By Ben Ladouceur
At the start of an academic year, one of the first things Professor Kimberly Quiogue Andrews might ask her classroom full of creative writing students is: “What can you tell me about your weird uncle?” Almost everybody has at least one weird uncle. “In a class of fifty,” says Andrews, “it is hilarious how many students are willing to tell a room full of strangers about their uncles doing shady things.”
After several students have shared tales of avuncular misconduct, Andrews pivots to other, more rhetorical questions. “I say, look how specific these stories are. Have I asked any of you how you feel about your uncle? No. Have you told me how you feel? Also no. But do we have a very solid picture of how you feel about him, from what you’ve described? Yes.”
This is Andrews’ way of driving home a principle about great creative writing: Show, don’t tell. It’s a familiar tenet, and one that’s important to establish early in students’ writing practices. Once they are accustomed to using images to convey the “feel” of their works – stories, poems, essays, whatever they want to create – then other ideas can get built on a firm bedrock. Concepts like syllabics, meter, and form don’t come into play until Andrews’ advanced poetry class a couple of years later.
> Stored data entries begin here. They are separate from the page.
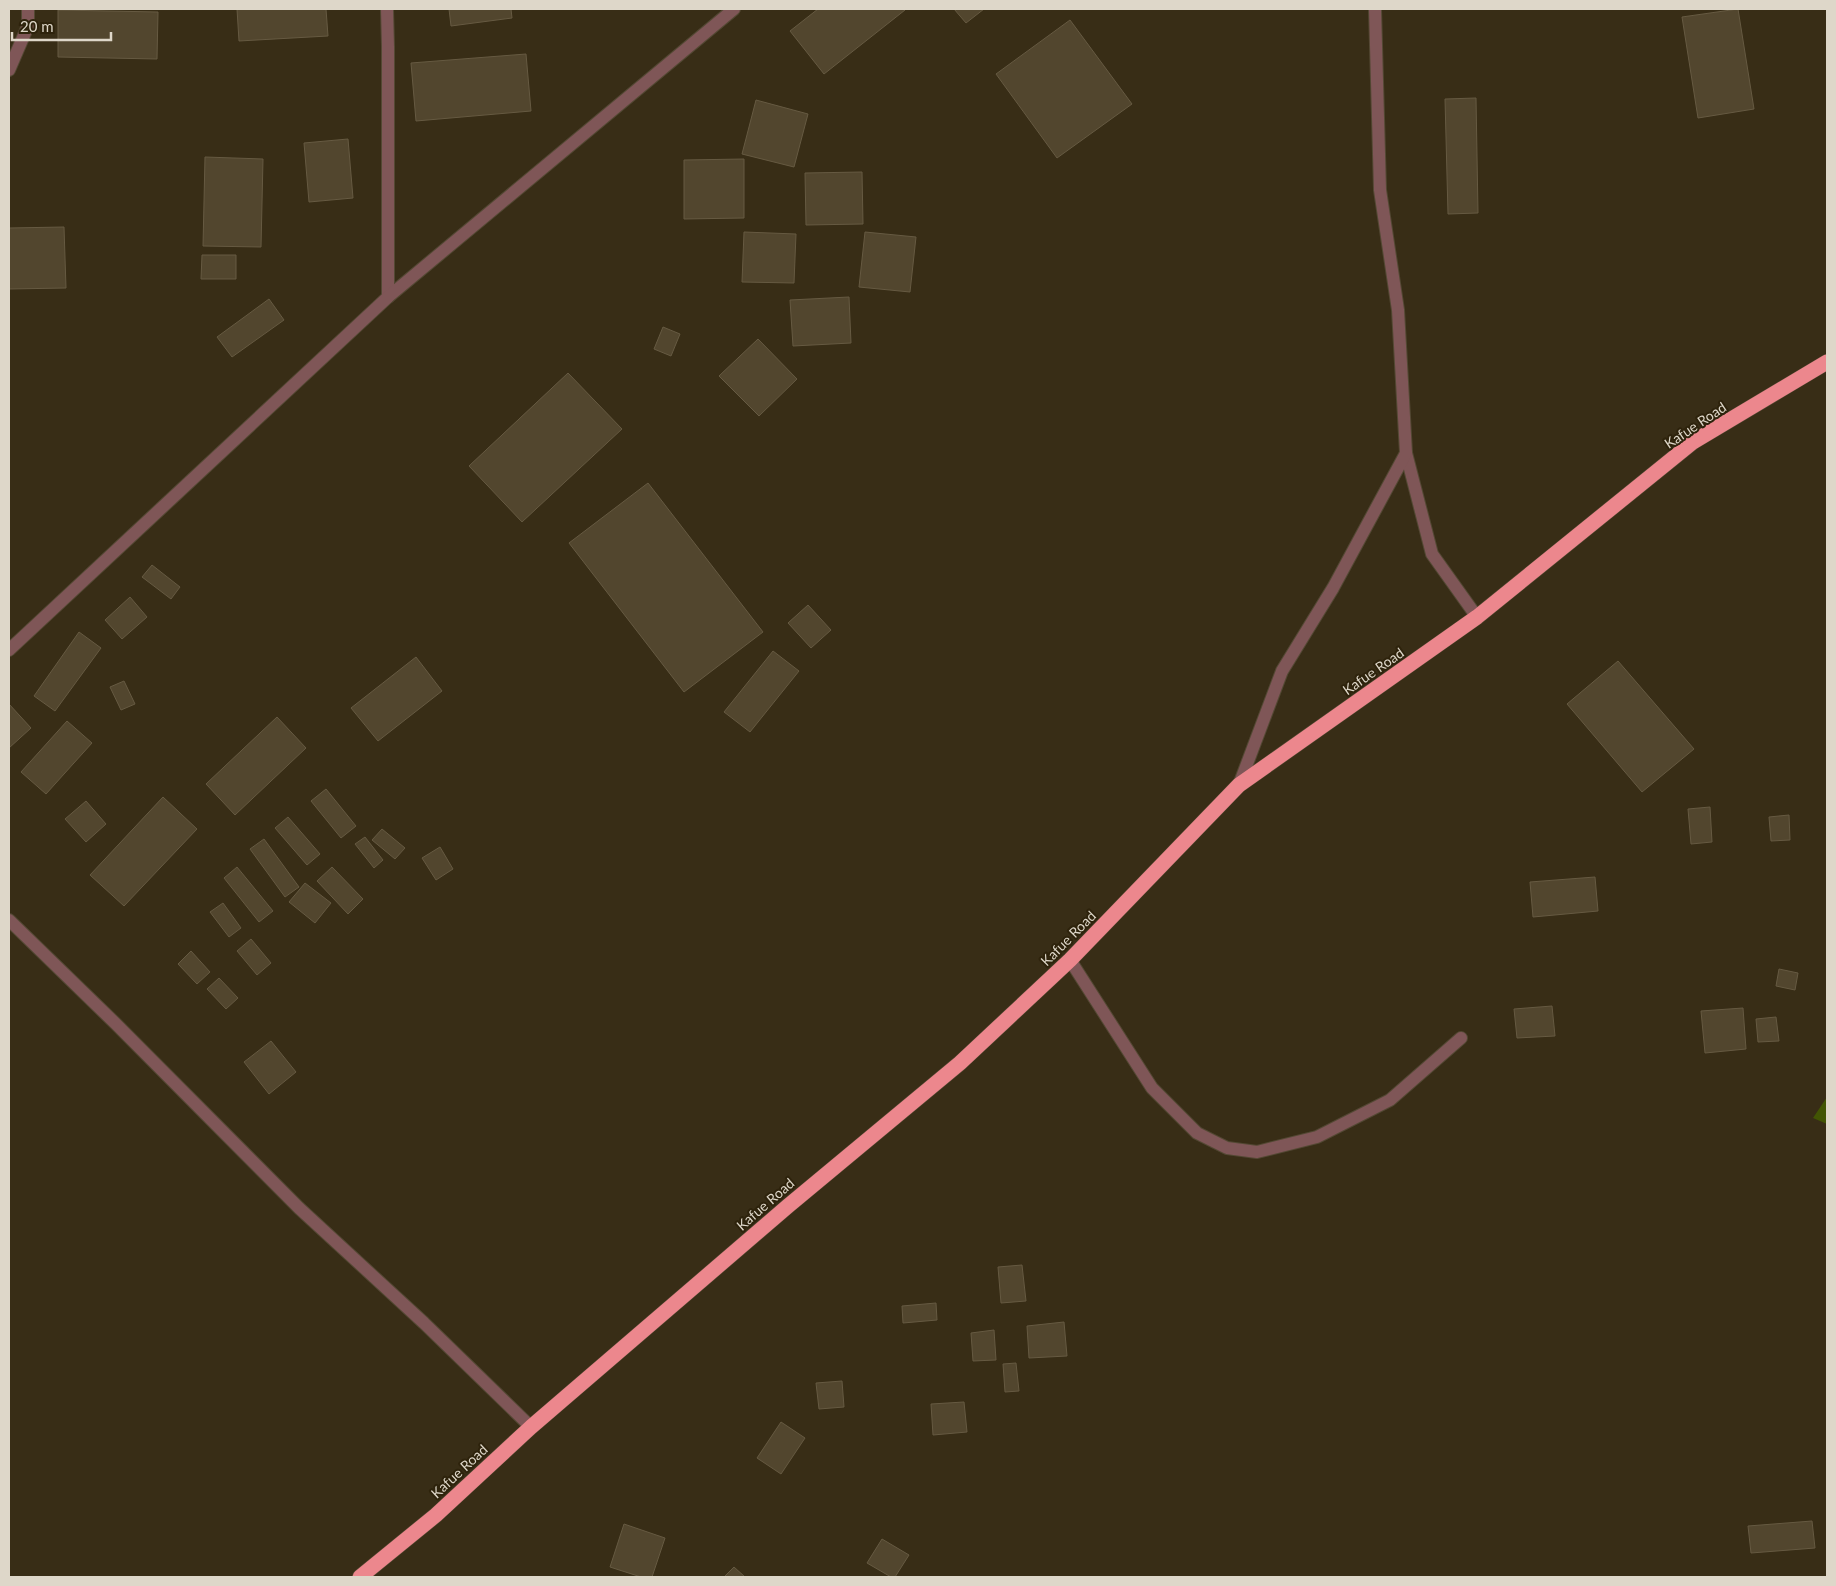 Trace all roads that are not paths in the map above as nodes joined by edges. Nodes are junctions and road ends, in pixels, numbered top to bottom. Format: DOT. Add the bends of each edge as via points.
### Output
graph roads {
  1 [pos="28,9"];
  2 [pos="387,9"];
  3 [pos="734,9"];
  4 [pos="1375,9"];
  5 [pos="9,70"];
  6 [pos="388,297"];
  7 [pos="1827,362"];
  8 [pos="1406,453"];
  9 [pos="1477,617"];
  10 [pos="9,650"];
  11 [pos="1239,785"];
  12 [pos="9,920"];
  13 [pos="1070,960"];
  14 [pos="1461,1038"];
  15 [pos="531,1428"];
  16 [pos="360,1577"];
  1 -- 5 [label="street" via="28,26"];
  2 -- 6 [label="street"];
  3 -- 6 [label="street"];
  4 -- 8 [label="street" via="1380,190 1398,310"];
  6 -- 10 [label="street"];
  7 -- 9 [label="highway, Kafue Road" via="1692,442"];
  8 -- 9 [label="street" via="1432,554"];
  8 -- 11 [label="street" via="1338,579 1282,671"];
  9 -- 11 [label="highway, Kafue Road"];
  11 -- 13 [label="highway, Kafue Road"];
  12 -- 15 [label="street" via="298,1208 424,1323"];
  13 -- 14 [label="street" via="1152,1088 1198,1133 1227,1148 1257,1152 1317,1137 1390,1100"];
  13 -- 15 [label="highway, Kafue Road" via="960,1062"];
  15 -- 16 [label="highway, Kafue Road" via="436,1515"];
} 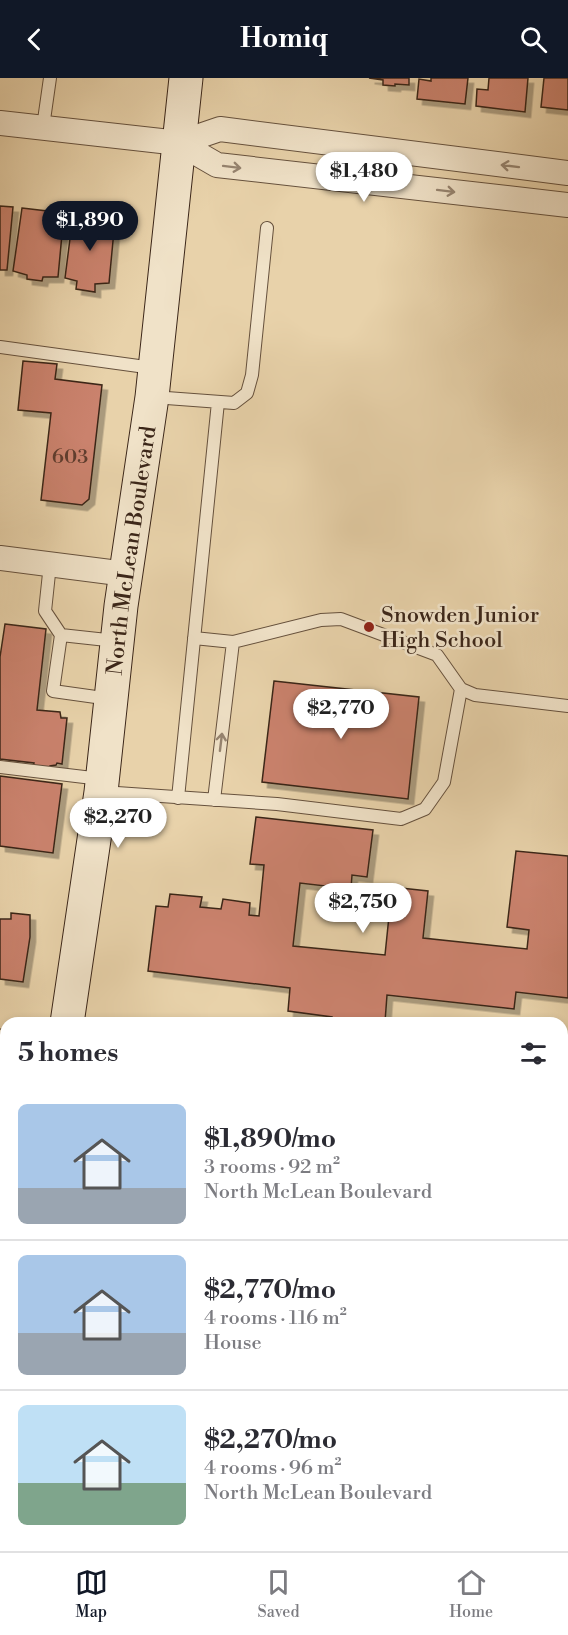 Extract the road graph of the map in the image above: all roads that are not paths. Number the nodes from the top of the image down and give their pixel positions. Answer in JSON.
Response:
{"nodes":[{"id":1,"x":50,"y":78,"type":"edge"},
{"id":2,"x":186,"y":78,"type":"edge"},
{"id":3,"x":0,"y":123,"type":"edge"},
{"id":4,"x":44,"y":128,"type":"junction"},
{"id":5,"x":179,"y":143,"type":"junction"},
{"id":6,"x":568,"y":173,"type":"edge"},
{"id":7,"x":568,"y":206,"type":"edge"},
{"id":8,"x":267,"y":228,"type":"dead end"},
{"id":9,"x":0,"y":347,"type":"edge"},
{"id":10,"x":153,"y":382,"type":"junction"},
{"id":11,"x":218,"y":402,"type":"junction"},
{"id":12,"x":0,"y":558,"type":"edge"},
{"id":13,"x":50,"y":564,"type":"junction"},
{"id":14,"x":126,"y":574,"type":"junction"},
{"id":15,"x":61,"y":635,"type":"junction"},
{"id":16,"x":194,"y":638,"type":"junction"},
{"id":17,"x":117,"y":642,"type":"junction"},
{"id":18,"x":233,"y":642,"type":"junction"},
{"id":19,"x":461,"y":689,"type":"junction"},
{"id":20,"x":111,"y":699,"type":"junction"},
{"id":21,"x":568,"y":706,"type":"edge"},
{"id":22,"x":0,"y":766,"type":"edge"},
{"id":23,"x":102,"y":786,"type":"junction"},
{"id":24,"x":178,"y":798,"type":"junction"},
{"id":25,"x":214,"y":800,"type":"junction"},
{"id":26,"x":68,"y":1017,"type":"edge"}],
"edges":[{"from":1,"to":4,"type":"lane"},
{"from":2,"to":5,"type":"main road","name":"North McLean Boulevard"},
{"from":3,"to":4,"type":"street"},
{"from":4,"to":5,"type":"street"},
{"from":6,"to":5,"type":"street","one_way":true},
{"from":5,"to":7,"type":"street","one_way":true},
{"from":5,"to":10,"type":"main road","name":"North McLean Boulevard"},
{"from":8,"to":11,"type":"lane"},
{"from":9,"to":10,"type":"lane"},
{"from":10,"to":11,"type":"lane"},
{"from":10,"to":14,"type":"main road","name":"North McLean Boulevard"},
{"from":11,"to":16,"type":"lane"},
{"from":12,"to":13,"type":"street"},
{"from":13,"to":14,"type":"street"},
{"from":13,"to":15,"type":"lane"},
{"from":14,"to":17,"type":"main road","name":"North McLean Boulevard"},
{"from":15,"to":17,"type":"lane"},
{"from":15,"to":20,"type":"lane"},
{"from":16,"to":18,"type":"lane"},
{"from":16,"to":24,"type":"lane"},
{"from":17,"to":20,"type":"main road","name":"North McLean Boulevard"},
{"from":18,"to":19,"type":"lane"},
{"from":25,"to":18,"type":"lane","one_way":true},
{"from":19,"to":21,"type":"lane"},
{"from":19,"to":25,"type":"lane"},
{"from":20,"to":23,"type":"main road","name":"North McLean Boulevard"},
{"from":22,"to":23,"type":"lane"},
{"from":23,"to":24,"type":"lane"},
{"from":23,"to":26,"type":"main road","name":"North McLean Boulevard"},
{"from":24,"to":25,"type":"lane"}]} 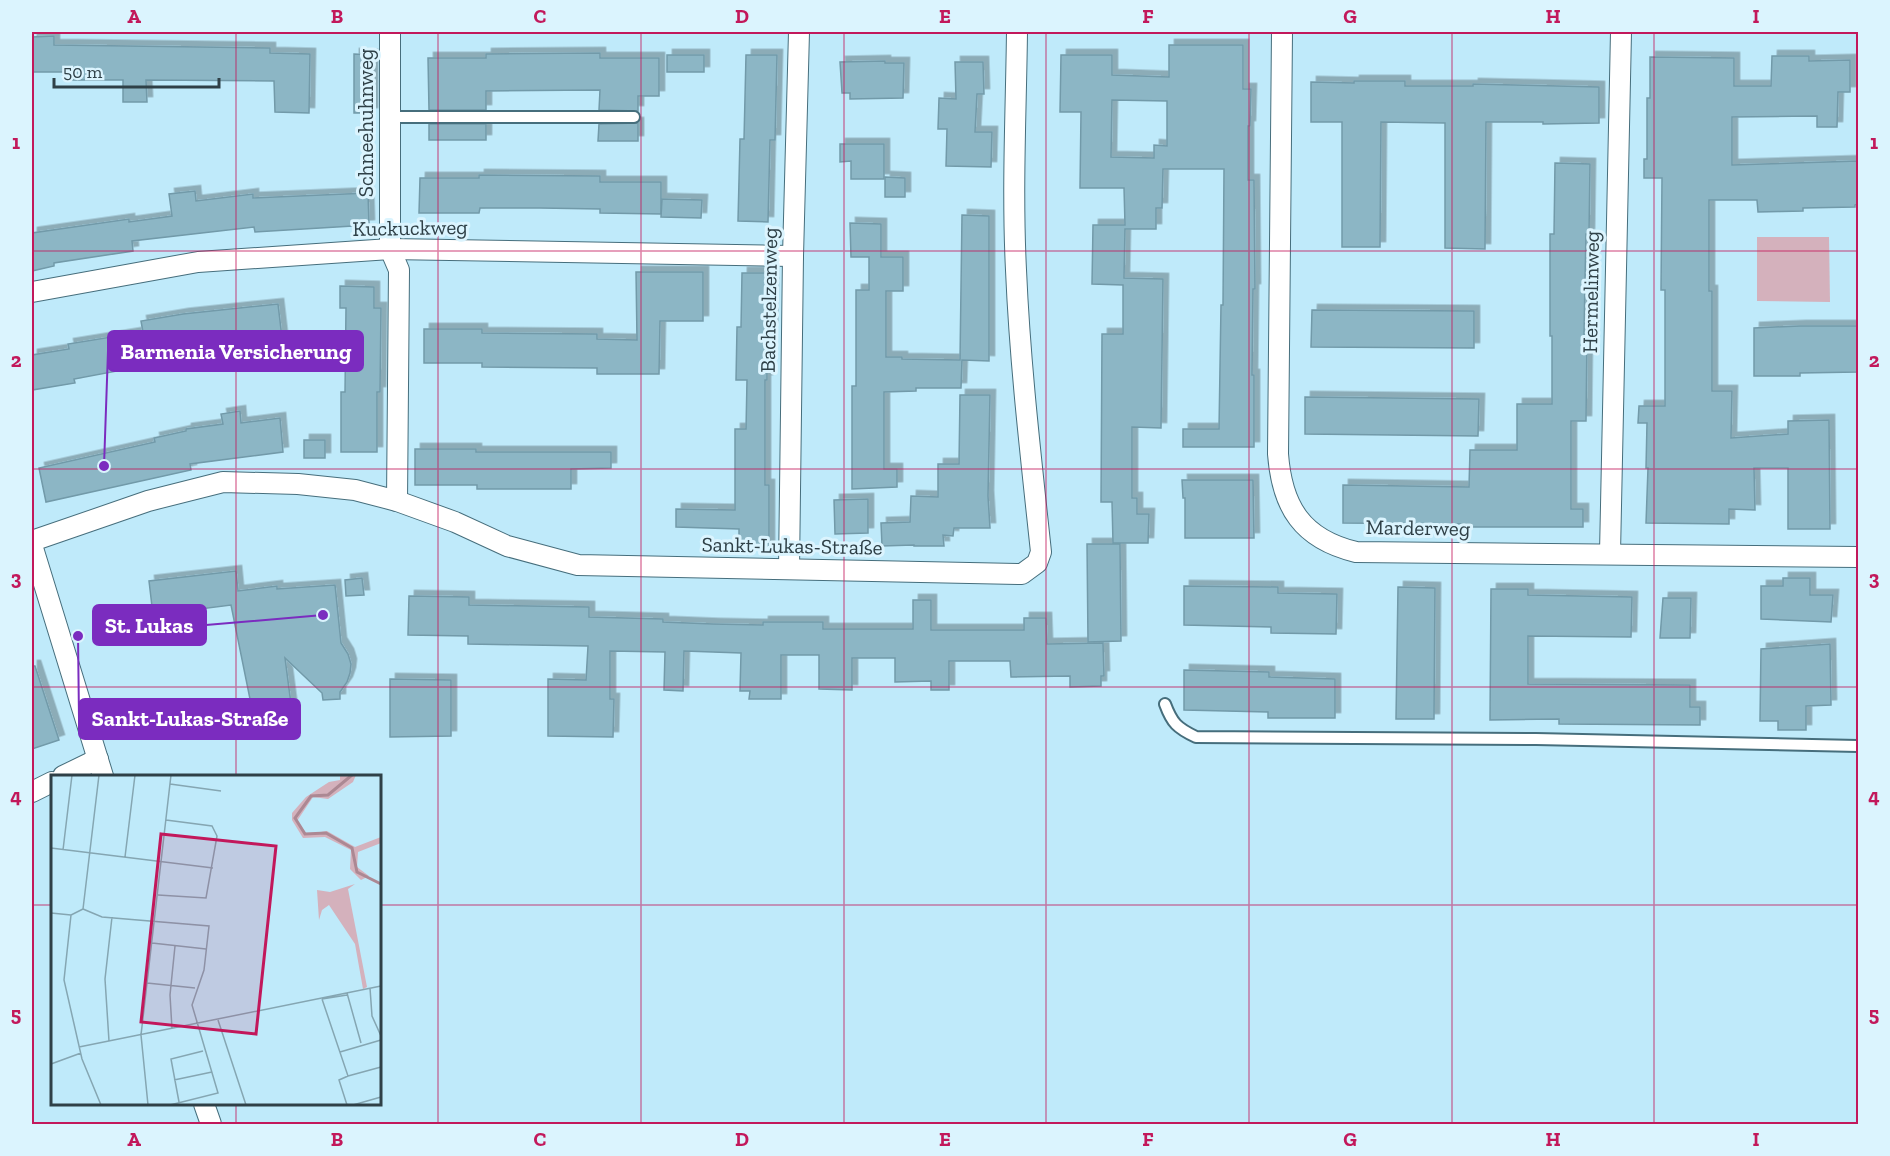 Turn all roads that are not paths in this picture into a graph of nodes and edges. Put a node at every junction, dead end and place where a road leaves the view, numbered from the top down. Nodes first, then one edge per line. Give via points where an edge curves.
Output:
1 (390, 32) edge
2 (799, 32) edge
3 (1017, 32) edge
4 (1282, 32) edge
5 (1621, 32) edge
6 (391, 117) junction
7 (634, 117) dead end
8 (390, 249) junction
9 (793, 256) junction
10 (32, 292) edge
11 (397, 501) junction
12 (32, 543) edge
13 (1610, 553) junction
14 (1858, 557) edge
15 (789, 569) junction
16 (1165, 704) dead end
17 (1858, 746) edge
18 (101, 768) edge
19 (71, 775) edge
20 (51, 782) edge
21 (32, 792) edge
22 (204, 1105) edge
23 (211, 1125) edge

1 - 6 street, Schneehuhnweg
2 - 9 street, Bachstelzenweg
3 - 15 street, Sankt-Lukas-Straße via 1016,267 1041,552 1037,563 1022,574
4 - 13 street, Marderweg via 1278,454 1284,495 1298,520 1324,540 1356,552
5 - 13 street, Hermelinweg
6 - 7 lane
6 - 8 street, Schneehuhnweg
8 - 9 street, Kuckuckweg
8 - 10 street, Kuckuckweg via 198,262
8 - 11 street, Schneehuhnweg via 399,270
9 - 15 street, Bachstelzenweg
11 - 12 street, Sankt-Lukas-Straße via 355,490 298,484 223,483 148,501
11 - 15 street, Sankt-Lukas-Straße via 507,546 567,564
12 - 18 street
13 - 14 street, Marderweg
16 - 17 lane via 1170,718 1181,730 1196,736
18 - 19 street
20 - 21 street
22 - 23 street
Andrews’ commitment to the power of imagery is evident in her published work, including her poem, The Server at My Local Tells Me All Viruses Arrive on This Planet via Comet, from the Fall 2022 edition of online magazine, Sixth Finch. The poem relays image after image – alien technology, allergy attacks felt by “the tiny feathers / behind my facial bones,” and lunar tides (“the tug that moves the oceans but cannot / lift even our fingers”).
The poem’s titular “local” is the now-gone Dalhousie Street restaurant, Das Lokal (RIP). Andrews has lived in Lowertown since starting her work as a University of Ottawa creative writing professor in 2021. A reader might be able to guess that an Ottawa resident wrote the poem, based purely on its fixation on tree management: “I want [my server] to keep telling me about these streets / in the 70s, when they were tired of picking up those little / propeller things dropped by all the female trees and so / they ripped them up and planted only males.”
The year before moving to Ottawa, Andrews had published her first poetry book, A Brief History of Fruit. This was February 2020, when attentions were firmly fixed on toilet paper shortages, mask mandates, the “new normal” of COVID days. Not a great time in history to convince people to pay attention to a debut author (ask anyone who published a book around that time).
“I might as well have thrown it into the ocean,” Andrews laments with a smirk. Andrews has since published a book of literary criticism, The Academic Avant-Garde, and is now working on a follow-up poetry collection.
But, having had such a challenging experience with the release of her first collection, how does she convince her students that poetry is worthwhile? “The nice thing about teaching poetry is that you don’t have to convince them of that. They’re taking poetry for themselves, because that’s what they want to do. They know they’ve picked the weird genre.”